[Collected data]
◇ ◇ ◇

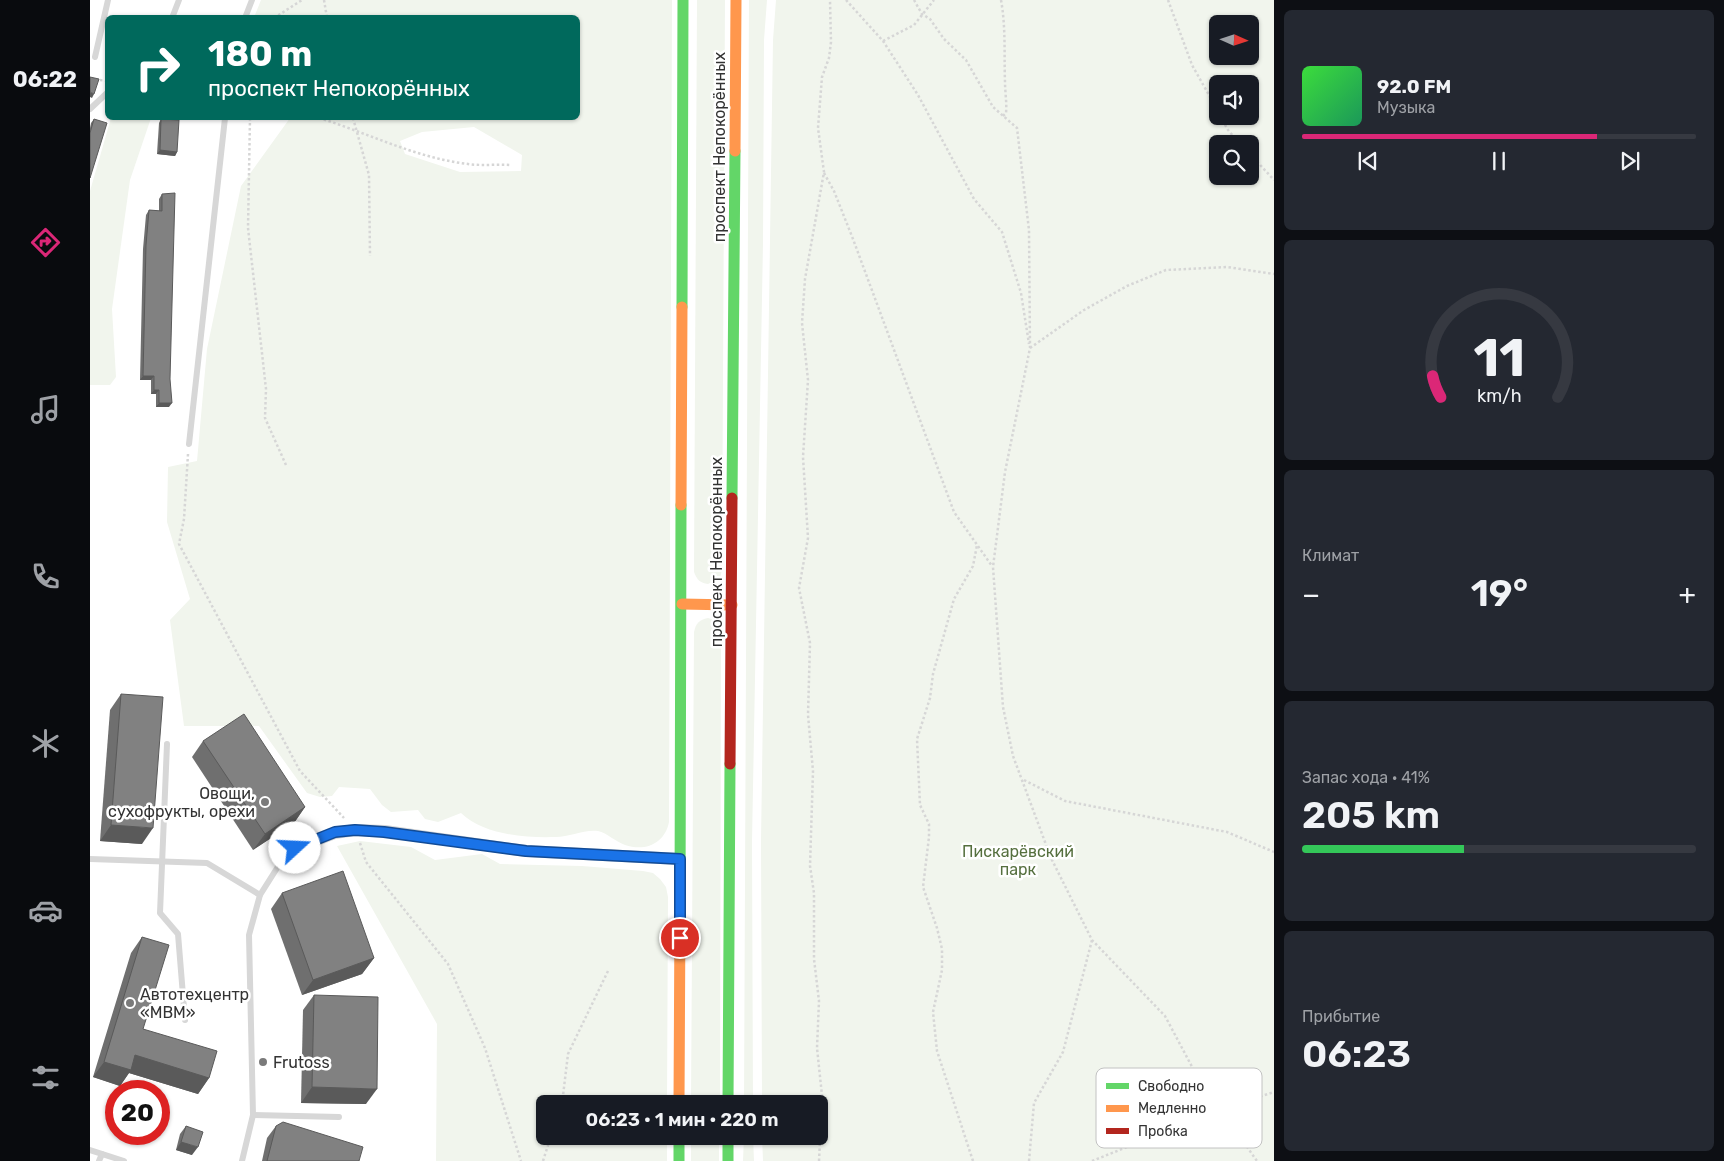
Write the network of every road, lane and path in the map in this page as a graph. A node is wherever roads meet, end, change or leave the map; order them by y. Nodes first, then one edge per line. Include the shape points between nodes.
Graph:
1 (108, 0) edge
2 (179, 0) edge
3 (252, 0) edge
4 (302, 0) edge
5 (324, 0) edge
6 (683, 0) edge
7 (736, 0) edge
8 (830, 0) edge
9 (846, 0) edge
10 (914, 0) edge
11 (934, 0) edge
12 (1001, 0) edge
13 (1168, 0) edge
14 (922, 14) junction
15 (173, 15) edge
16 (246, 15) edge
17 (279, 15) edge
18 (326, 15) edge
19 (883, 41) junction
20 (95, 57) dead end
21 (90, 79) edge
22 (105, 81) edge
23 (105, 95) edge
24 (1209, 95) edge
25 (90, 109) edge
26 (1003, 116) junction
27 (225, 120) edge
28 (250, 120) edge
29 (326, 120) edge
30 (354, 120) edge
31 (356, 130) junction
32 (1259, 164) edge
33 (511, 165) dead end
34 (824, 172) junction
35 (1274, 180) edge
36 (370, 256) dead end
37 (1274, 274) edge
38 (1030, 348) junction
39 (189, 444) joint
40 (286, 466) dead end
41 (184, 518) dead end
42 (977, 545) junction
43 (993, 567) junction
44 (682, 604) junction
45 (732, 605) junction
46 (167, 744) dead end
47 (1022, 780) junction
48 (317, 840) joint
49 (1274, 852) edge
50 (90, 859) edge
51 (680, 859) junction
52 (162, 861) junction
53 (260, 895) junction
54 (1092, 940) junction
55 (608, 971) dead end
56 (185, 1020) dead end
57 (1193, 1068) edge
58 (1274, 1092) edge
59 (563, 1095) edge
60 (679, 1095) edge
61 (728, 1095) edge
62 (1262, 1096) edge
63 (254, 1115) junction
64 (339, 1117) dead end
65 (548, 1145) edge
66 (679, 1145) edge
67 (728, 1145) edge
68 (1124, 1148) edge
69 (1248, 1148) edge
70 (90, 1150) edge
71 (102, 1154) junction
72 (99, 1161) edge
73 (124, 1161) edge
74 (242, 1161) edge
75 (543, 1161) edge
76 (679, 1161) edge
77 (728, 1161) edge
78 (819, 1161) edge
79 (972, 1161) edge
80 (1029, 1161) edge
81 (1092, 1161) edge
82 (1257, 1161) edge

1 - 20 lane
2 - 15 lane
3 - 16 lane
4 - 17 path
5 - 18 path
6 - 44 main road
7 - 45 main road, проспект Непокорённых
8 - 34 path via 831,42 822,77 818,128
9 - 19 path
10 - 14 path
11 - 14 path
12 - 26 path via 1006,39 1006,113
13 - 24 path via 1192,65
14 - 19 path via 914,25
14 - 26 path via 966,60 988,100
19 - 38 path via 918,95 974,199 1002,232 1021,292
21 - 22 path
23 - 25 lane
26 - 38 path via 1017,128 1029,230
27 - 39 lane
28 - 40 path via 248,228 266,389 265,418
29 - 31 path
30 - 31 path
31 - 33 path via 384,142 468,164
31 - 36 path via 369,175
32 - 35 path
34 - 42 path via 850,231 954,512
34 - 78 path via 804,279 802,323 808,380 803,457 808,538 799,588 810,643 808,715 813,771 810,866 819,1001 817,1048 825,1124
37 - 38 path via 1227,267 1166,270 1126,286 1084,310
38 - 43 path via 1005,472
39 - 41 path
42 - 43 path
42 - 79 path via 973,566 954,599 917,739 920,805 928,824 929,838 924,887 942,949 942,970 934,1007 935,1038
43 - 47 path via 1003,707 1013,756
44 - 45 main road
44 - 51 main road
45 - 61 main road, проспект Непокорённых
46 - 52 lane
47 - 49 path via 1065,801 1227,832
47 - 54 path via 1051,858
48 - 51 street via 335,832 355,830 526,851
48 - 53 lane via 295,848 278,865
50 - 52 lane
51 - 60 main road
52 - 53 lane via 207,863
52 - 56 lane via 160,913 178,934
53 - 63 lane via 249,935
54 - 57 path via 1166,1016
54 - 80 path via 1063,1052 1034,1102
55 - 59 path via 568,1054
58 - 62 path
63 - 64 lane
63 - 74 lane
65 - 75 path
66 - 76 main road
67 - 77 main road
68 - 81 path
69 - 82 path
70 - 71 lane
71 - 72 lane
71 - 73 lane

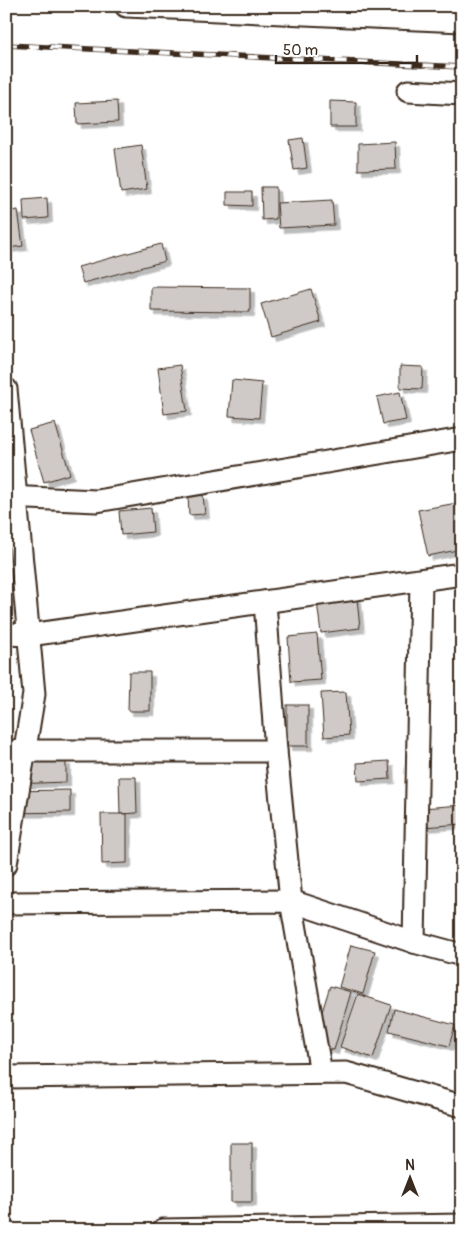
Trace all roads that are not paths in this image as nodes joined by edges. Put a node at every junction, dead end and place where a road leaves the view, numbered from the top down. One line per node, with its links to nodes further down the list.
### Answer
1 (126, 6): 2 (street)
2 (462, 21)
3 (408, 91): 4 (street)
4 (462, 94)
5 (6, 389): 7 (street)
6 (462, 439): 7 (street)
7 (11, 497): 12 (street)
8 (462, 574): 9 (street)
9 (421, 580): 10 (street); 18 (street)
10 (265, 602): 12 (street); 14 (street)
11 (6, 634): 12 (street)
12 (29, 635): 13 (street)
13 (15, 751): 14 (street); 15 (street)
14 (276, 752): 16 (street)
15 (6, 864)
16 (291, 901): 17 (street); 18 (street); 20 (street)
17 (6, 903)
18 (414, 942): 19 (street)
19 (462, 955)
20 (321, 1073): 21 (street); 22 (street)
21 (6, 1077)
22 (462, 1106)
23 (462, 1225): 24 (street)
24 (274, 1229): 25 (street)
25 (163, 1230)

◇ ◇ ◇

The data above needs to be retyped exactly, with the images left out.

Write the network of every road, lane and path in the map in this page as a graph. A node is wherever roads meet, end, change or leave the map; order them by y. Nodes first, then one edge per line. Include the shape points between nodes.
Graph:
1 (108, 0) edge
2 (179, 0) edge
3 (252, 0) edge
4 (302, 0) edge
5 (324, 0) edge
6 (683, 0) edge
7 (736, 0) edge
8 (830, 0) edge
9 (846, 0) edge
10 (914, 0) edge
11 (934, 0) edge
12 (1001, 0) edge
13 (1168, 0) edge
14 (922, 14) junction
15 (173, 15) edge
16 (246, 15) edge
17 (279, 15) edge
18 (326, 15) edge
19 (883, 41) junction
20 (95, 57) dead end
21 (90, 79) edge
22 (105, 81) edge
23 (105, 95) edge
24 (1209, 95) edge
25 (90, 109) edge
26 (1003, 116) junction
27 (225, 120) edge
28 (250, 120) edge
29 (326, 120) edge
30 (354, 120) edge
31 (356, 130) junction
32 (1259, 164) edge
33 (511, 165) dead end
34 (824, 172) junction
35 (1274, 180) edge
36 (370, 256) dead end
37 (1274, 274) edge
38 (1030, 348) junction
39 (189, 444) joint
40 (286, 466) dead end
41 (184, 518) dead end
42 (977, 545) junction
43 (993, 567) junction
44 (682, 604) junction
45 (732, 605) junction
46 (167, 744) dead end
47 (1022, 780) junction
48 (317, 840) joint
49 (1274, 852) edge
50 (90, 859) edge
51 (680, 859) junction
52 (162, 861) junction
53 (260, 895) junction
54 (1092, 940) junction
55 (608, 971) dead end
56 (185, 1020) dead end
57 (1193, 1068) edge
58 (1274, 1092) edge
59 (563, 1095) edge
60 (679, 1095) edge
61 (728, 1095) edge
62 (1262, 1096) edge
63 (254, 1115) junction
64 (339, 1117) dead end
65 (548, 1145) edge
66 (679, 1145) edge
67 (728, 1145) edge
68 (1124, 1148) edge
69 (1248, 1148) edge
70 (90, 1150) edge
71 (102, 1154) junction
72 (99, 1161) edge
73 (124, 1161) edge
74 (242, 1161) edge
75 (543, 1161) edge
76 (679, 1161) edge
77 (728, 1161) edge
78 (819, 1161) edge
79 (972, 1161) edge
80 (1029, 1161) edge
81 (1092, 1161) edge
82 (1257, 1161) edge

1 - 20 lane
2 - 15 lane
3 - 16 lane
4 - 17 path
5 - 18 path
6 - 44 main road
7 - 45 main road, проспект Непокорённых
8 - 34 path via 831,42 822,77 818,128
9 - 19 path
10 - 14 path
11 - 14 path
12 - 26 path via 1006,39 1006,113
13 - 24 path via 1192,65
14 - 19 path via 914,25
14 - 26 path via 966,60 988,100
19 - 38 path via 918,95 974,199 1002,232 1021,292
21 - 22 path
23 - 25 lane
26 - 38 path via 1017,128 1029,230
27 - 39 lane
28 - 40 path via 248,228 266,389 265,418
29 - 31 path
30 - 31 path
31 - 33 path via 384,142 468,164
31 - 36 path via 369,175
32 - 35 path
34 - 42 path via 850,231 954,512
34 - 78 path via 804,279 802,323 808,380 803,457 808,538 799,588 810,643 808,715 813,771 810,866 819,1001 817,1048 825,1124
37 - 38 path via 1227,267 1166,270 1126,286 1084,310
38 - 43 path via 1005,472
39 - 41 path
42 - 43 path
42 - 79 path via 973,566 954,599 917,739 920,805 928,824 929,838 924,887 942,949 942,970 934,1007 935,1038
43 - 47 path via 1003,707 1013,756
44 - 45 main road
44 - 51 main road
45 - 61 main road, проспект Непокорённых
46 - 52 lane
47 - 49 path via 1065,801 1227,832
47 - 54 path via 1051,858
48 - 51 street via 335,832 355,830 526,851
48 - 53 lane via 295,848 278,865
50 - 52 lane
51 - 60 main road
52 - 53 lane via 207,863
52 - 56 lane via 160,913 178,934
53 - 63 lane via 249,935
54 - 57 path via 1166,1016
54 - 80 path via 1063,1052 1034,1102
55 - 59 path via 568,1054
58 - 62 path
63 - 64 lane
63 - 74 lane
65 - 75 path
66 - 76 main road
67 - 77 main road
68 - 81 path
69 - 82 path
70 - 71 lane
71 - 72 lane
71 - 73 lane

Trace all roads that are not paths in this image as nodes joined by edges. Put a node at every junction, dead end and place where a road leaves the view, numbered from the top down. One line per node, with its links to nodes further down the list.
### Answer
1 (126, 6): 2 (street)
2 (462, 21)
3 (408, 91): 4 (street)
4 (462, 94)
5 (6, 389): 7 (street)
6 (462, 439): 7 (street)
7 (11, 497): 12 (street)
8 (462, 574): 9 (street)
9 (421, 580): 10 (street); 18 (street)
10 (265, 602): 12 (street); 14 (street)
11 (6, 634): 12 (street)
12 (29, 635): 13 (street)
13 (15, 751): 14 (street); 15 (street)
14 (276, 752): 16 (street)
15 (6, 864)
16 (291, 901): 17 (street); 18 (street); 20 (street)
17 (6, 903)
18 (414, 942): 19 (street)
19 (462, 955)
20 (321, 1073): 21 (street); 22 (street)
21 (6, 1077)
22 (462, 1106)
23 (462, 1225): 24 (street)
24 (274, 1229): 25 (street)
25 (163, 1230)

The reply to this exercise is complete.